=== What you need to do ===
Report every line of the records that includes the word "الحجيات".

=== Extracted information ===
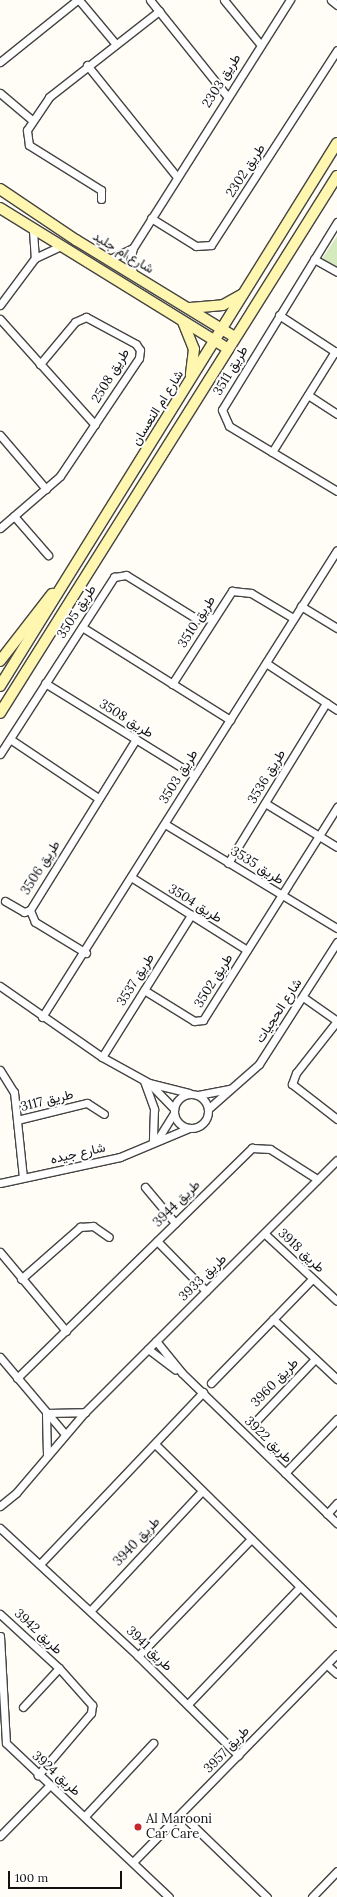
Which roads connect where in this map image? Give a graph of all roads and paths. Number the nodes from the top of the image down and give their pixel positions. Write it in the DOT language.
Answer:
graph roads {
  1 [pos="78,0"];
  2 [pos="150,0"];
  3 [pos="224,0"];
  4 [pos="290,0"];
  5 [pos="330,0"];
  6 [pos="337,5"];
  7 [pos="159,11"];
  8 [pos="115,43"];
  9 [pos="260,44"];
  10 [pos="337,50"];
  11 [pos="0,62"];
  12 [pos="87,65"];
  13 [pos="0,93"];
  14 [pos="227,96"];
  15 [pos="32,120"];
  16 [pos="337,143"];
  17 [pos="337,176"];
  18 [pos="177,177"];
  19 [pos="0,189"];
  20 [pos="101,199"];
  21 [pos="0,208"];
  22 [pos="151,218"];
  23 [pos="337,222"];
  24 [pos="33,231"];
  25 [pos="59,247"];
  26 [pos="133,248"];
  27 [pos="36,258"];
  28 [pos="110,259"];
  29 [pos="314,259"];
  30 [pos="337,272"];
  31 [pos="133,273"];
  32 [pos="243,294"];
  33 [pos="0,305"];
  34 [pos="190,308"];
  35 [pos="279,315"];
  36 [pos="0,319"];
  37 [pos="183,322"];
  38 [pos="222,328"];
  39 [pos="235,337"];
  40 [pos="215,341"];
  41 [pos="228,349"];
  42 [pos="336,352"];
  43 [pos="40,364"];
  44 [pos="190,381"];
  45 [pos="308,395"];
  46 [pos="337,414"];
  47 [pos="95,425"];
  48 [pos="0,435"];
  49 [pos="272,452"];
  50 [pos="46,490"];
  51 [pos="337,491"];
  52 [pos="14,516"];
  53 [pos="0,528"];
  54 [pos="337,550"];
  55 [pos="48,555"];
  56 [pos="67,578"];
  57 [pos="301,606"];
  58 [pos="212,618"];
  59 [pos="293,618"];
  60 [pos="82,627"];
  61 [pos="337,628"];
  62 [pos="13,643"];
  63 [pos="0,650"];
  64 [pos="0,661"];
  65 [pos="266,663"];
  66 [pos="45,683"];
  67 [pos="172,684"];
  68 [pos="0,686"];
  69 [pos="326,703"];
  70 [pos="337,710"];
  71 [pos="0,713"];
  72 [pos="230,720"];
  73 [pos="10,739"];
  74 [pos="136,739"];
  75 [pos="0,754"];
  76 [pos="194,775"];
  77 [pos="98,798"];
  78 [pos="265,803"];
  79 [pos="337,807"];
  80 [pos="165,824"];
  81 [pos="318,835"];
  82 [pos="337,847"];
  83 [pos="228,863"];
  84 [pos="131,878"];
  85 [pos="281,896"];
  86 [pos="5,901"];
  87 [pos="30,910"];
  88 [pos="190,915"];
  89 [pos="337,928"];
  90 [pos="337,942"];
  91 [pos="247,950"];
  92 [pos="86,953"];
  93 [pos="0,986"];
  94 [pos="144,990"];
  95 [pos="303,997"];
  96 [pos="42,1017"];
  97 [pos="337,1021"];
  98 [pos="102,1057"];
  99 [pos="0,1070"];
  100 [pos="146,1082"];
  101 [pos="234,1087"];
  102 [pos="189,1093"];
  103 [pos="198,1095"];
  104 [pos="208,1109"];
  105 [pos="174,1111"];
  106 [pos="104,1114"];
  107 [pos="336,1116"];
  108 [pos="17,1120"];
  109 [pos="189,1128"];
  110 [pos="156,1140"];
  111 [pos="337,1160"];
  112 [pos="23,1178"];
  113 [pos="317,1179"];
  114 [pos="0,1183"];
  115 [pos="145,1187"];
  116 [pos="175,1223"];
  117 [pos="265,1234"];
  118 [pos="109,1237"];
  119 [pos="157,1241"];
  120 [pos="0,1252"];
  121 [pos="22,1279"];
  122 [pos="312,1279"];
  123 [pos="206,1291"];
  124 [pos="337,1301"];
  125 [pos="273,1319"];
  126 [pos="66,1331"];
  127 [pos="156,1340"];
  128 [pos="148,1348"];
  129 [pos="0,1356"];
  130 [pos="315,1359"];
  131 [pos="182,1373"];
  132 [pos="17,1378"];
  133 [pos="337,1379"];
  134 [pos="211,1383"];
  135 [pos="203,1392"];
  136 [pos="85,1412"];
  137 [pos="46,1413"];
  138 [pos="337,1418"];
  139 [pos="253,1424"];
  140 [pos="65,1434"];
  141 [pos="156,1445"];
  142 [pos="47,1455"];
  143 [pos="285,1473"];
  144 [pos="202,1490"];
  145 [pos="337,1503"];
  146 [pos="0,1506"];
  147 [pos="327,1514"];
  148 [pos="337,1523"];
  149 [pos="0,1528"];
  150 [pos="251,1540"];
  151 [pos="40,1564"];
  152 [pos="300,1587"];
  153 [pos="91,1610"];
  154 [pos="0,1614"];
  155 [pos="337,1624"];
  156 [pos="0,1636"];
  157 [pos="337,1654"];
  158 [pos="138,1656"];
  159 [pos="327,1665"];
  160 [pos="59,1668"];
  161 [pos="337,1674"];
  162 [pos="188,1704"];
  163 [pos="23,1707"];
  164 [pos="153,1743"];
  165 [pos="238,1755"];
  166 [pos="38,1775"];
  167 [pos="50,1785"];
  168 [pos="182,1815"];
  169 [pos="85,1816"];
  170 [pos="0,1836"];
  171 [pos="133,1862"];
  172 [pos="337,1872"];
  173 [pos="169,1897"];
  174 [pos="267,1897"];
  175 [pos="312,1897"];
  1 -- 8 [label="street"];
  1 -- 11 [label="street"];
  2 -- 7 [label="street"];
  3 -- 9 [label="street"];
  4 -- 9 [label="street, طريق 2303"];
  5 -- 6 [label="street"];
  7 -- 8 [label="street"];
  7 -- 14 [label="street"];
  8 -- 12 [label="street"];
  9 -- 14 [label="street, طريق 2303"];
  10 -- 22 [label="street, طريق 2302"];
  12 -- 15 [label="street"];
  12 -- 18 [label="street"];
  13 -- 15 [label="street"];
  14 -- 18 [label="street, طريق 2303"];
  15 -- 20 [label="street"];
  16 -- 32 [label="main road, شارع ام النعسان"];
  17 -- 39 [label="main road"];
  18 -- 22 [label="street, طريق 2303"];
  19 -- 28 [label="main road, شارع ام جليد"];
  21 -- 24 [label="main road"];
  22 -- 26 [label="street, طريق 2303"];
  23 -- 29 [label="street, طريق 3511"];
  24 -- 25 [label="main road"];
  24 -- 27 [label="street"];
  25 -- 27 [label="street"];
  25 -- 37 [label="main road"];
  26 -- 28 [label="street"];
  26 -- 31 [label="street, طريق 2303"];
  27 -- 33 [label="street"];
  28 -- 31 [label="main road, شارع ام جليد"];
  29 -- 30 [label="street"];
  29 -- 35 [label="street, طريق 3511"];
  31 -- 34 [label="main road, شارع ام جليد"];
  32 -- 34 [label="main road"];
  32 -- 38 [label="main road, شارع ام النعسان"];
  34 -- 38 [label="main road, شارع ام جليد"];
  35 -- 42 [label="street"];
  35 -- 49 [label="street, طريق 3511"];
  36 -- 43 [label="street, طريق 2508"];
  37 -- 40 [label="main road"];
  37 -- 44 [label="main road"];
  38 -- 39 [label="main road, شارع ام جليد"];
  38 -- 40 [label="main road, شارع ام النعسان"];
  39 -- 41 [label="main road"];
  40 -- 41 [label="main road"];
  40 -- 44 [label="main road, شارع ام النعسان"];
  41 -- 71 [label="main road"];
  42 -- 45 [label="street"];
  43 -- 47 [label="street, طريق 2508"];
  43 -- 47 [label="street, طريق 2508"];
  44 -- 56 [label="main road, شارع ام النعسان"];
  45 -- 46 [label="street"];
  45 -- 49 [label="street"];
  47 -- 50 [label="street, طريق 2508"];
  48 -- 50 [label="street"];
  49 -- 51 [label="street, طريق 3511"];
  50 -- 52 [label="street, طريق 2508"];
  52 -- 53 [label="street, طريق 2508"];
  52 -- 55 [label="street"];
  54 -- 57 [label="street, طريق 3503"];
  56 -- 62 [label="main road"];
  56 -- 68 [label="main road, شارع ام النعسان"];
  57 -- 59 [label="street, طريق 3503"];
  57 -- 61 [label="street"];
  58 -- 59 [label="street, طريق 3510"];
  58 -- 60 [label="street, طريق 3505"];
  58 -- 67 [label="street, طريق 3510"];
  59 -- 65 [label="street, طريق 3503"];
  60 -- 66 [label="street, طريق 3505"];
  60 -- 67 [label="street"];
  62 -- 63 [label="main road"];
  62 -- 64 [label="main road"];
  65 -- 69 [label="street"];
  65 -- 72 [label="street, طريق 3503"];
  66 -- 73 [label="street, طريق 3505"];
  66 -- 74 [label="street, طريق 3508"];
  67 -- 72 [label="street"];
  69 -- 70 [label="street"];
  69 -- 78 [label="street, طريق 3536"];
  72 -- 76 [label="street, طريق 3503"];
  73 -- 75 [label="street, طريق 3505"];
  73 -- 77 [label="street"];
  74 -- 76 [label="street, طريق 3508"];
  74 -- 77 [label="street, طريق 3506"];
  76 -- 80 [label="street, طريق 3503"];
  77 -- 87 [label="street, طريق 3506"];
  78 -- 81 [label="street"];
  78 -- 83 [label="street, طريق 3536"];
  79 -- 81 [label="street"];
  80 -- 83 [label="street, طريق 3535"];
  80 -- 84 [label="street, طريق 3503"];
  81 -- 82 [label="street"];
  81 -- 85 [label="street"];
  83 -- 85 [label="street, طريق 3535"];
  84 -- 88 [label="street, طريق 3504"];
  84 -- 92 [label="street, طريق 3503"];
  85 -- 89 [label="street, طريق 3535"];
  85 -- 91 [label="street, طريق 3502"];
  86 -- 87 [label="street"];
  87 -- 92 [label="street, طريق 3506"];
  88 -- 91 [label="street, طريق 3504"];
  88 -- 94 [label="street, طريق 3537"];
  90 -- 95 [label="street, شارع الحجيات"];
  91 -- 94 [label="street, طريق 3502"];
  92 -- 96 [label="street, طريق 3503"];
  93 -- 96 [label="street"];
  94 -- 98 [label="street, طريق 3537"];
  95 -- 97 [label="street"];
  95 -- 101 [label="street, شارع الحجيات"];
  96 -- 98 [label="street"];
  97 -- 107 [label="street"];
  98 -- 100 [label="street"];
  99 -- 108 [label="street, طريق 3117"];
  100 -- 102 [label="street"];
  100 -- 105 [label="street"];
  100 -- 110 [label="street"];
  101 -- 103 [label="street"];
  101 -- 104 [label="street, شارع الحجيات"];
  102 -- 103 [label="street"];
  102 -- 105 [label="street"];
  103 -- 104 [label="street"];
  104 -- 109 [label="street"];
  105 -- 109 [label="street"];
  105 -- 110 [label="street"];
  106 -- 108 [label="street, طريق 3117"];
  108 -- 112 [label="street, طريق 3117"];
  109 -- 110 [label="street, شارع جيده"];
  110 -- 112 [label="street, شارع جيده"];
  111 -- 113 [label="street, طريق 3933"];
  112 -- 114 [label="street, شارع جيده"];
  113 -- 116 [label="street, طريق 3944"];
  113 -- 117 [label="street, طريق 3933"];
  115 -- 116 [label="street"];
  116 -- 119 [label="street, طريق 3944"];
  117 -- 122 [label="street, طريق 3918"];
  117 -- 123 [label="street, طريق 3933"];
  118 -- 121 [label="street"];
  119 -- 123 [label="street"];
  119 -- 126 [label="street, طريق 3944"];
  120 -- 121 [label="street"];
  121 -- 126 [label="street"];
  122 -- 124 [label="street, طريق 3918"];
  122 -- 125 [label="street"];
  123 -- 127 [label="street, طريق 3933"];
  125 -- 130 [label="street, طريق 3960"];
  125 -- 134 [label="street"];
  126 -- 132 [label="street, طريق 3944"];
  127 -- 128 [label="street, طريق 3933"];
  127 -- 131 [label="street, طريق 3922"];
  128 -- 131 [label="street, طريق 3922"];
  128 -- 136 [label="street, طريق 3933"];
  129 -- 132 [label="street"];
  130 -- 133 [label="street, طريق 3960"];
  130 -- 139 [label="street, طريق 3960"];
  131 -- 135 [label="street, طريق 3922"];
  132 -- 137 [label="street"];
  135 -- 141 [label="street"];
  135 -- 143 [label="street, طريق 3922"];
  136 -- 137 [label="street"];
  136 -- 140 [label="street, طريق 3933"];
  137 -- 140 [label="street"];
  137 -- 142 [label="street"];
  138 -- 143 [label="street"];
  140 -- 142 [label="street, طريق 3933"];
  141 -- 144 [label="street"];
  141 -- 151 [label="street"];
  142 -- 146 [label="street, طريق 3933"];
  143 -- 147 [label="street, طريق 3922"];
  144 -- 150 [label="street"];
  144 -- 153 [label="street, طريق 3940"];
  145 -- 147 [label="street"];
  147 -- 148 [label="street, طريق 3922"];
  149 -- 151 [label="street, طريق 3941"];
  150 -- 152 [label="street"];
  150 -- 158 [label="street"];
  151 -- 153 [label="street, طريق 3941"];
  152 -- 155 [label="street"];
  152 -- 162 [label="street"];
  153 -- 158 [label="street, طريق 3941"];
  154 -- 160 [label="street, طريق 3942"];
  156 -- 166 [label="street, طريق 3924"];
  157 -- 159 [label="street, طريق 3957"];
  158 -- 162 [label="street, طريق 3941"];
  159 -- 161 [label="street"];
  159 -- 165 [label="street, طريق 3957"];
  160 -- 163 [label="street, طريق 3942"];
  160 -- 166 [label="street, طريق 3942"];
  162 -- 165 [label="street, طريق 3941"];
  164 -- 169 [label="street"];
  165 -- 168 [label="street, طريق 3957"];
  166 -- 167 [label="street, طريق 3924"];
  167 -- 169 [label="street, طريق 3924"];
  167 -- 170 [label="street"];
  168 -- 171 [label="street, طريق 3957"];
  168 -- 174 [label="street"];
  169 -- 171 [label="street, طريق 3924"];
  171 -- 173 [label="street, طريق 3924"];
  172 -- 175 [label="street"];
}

=== Response below ===
  90 -- 95 [label="street, شارع الحجيات"];
  95 -- 101 [label="street, شارع الحجيات"];
  101 -- 104 [label="street, شارع الحجيات"];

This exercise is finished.